– Уснёшь под утро. Без глюков. – Зато с кошмарами, которые я тебе устрою. – Давай, Свят. Или ты боишься, что кто-то с того света увидит?
Он вздрогнул. Чётки под курткой щёлкнули, как счётчик Гейгера.
– Че это вообще такое? – пробурчал он, вертя таблетку. Красное сердце мерцало в его ладони, будто живое.
– Аф-ро-ди-зи-ак, – повторил я, растягивая слоги. Пусть думает, что это любовь. А там…
Он закинул таблетку в рот, запил водой. Глотай. Глотай мою ложь. Глотай свою судьбу.
– Вот и умница, – усмехнулся я. Теперь отступать некуда. Ни ему, ни мне.
Лес вокруг шумел, как тысяча шепчущих голосов. Скоро здесь станет ещё теснее от криков.
Мы втроём втиснулись в салон. Алекса металась взглядом между мной и Святославом, сжимая телефон так, что ногти впились в экран. Глупышка. Здесь даже волки не ловят сигнал.

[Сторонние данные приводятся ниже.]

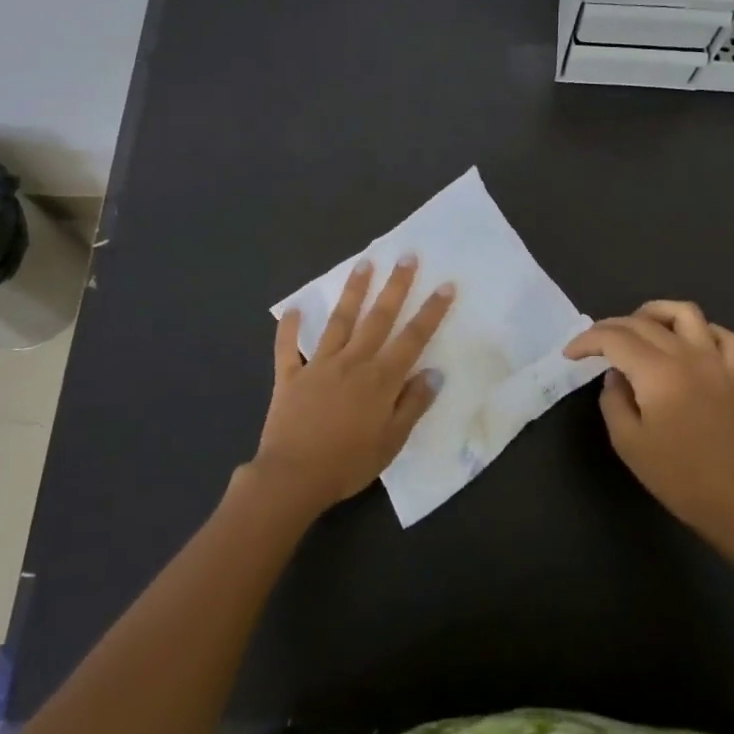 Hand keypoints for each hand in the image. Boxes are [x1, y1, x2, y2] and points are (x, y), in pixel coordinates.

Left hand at [250, 255, 455, 515]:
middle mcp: (352, 362)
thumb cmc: (348, 463)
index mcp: (380, 379)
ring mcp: (319, 365)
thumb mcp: (392, 441)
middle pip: (378, 317)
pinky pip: (288, 347)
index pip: (413, 338)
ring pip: (339, 320)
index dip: (431, 311)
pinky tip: (293, 307)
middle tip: (407, 256)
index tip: (445, 285)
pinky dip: (289, 327)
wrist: (293, 477)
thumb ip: (412, 405)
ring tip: (364, 263)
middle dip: (395, 286)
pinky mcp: (290, 375)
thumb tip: (433, 373)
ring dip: (353, 291)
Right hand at [565, 301, 733, 552]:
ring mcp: (714, 361)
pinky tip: (684, 344)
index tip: (570, 354)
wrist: (733, 501)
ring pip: (684, 312)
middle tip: (592, 346)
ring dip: (654, 313)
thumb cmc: (675, 475)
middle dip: (610, 327)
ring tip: (636, 330)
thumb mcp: (627, 441)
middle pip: (642, 322)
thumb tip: (616, 375)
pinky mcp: (733, 374)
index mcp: (657, 372)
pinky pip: (721, 335)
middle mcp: (687, 355)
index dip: (587, 341)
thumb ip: (613, 399)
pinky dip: (701, 330)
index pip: (614, 338) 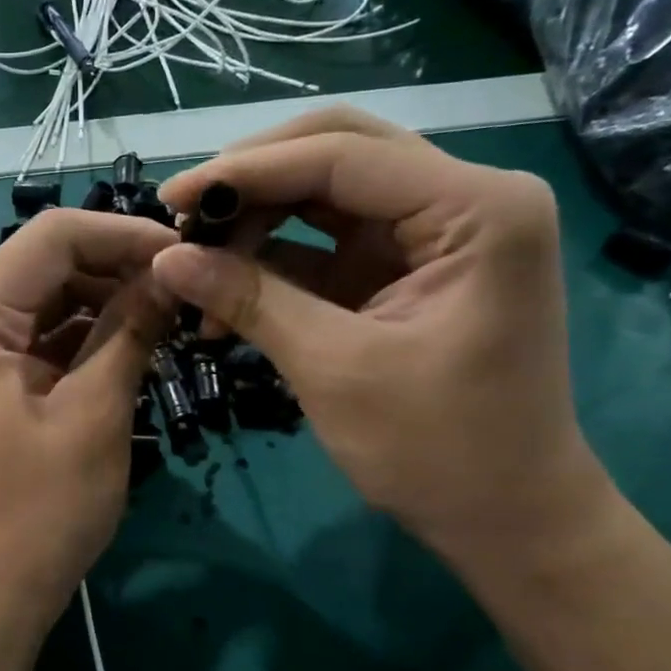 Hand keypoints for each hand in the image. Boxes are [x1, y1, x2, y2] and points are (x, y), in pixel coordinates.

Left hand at [0, 208, 175, 631]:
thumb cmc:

– Дай телефон, милейшая, – процедил я, не отводя глаз. На мгновение в её взгляде вспыхнул страх – чистый, как стекло. Наконец-то. Долго же ты притворялась, что не чувствуешь подвоха.
– З-зачем? – она попыталась улыбнуться, но получилось это слабо.
– Позвонить. Мой сломался, – а твой скоро станет бесполезным куском пластика.
Она протянула аппарат, следя, как я разблокирую его.
– Что происходит? Где мы?! – её голос сорвался на визг. Бабочка чует липкую нить.
Я молча опустил рычаг её кресла. Оно откинулось почти горизонтально, заставив её голову запрокинуться. Вот так. Теперь ты – бабочка под стеклом.
Святослав сзади вдруг завозился, бормоча что-то о “грехах плоти”. Началось. Его пальцы судорожно сжали чётки. Скоро они понадобятся тебе больше, чем мне – телефон.
– Серафим, что происходит?! – Алекса почти кричала, но голос сорвался на фальцет. Её пальцы вцепились в подголовник, как в спасательный круг.
Я усмехнулся и швырнул телефон в темноту за окном. Прощай, связь. Прощай, Алекса.
– Раздевайся, блять! – Святослав рявкнул так, что затрещали стекла. Его глаза, обычно холодные, теперь пылали, как угли в костре. Алекса сжалась в комок, прикрывая грудь руками.
– Мальчики, если это шутка… – её голос дрожал, но она ещё пыталась улыбаться. Держится за иллюзии, как за соломинку.
Святослав, словно одержимый, вцепился в её плечи. Его пальцы, украшенные татуировками из детдома, впились в кожу. Он больше не боится греха. Таблетка сделала своё дело.
– Отпустите! Я вас засужу! – завизжала она. Лес ответил эхом, будто смеялся над её наивностью.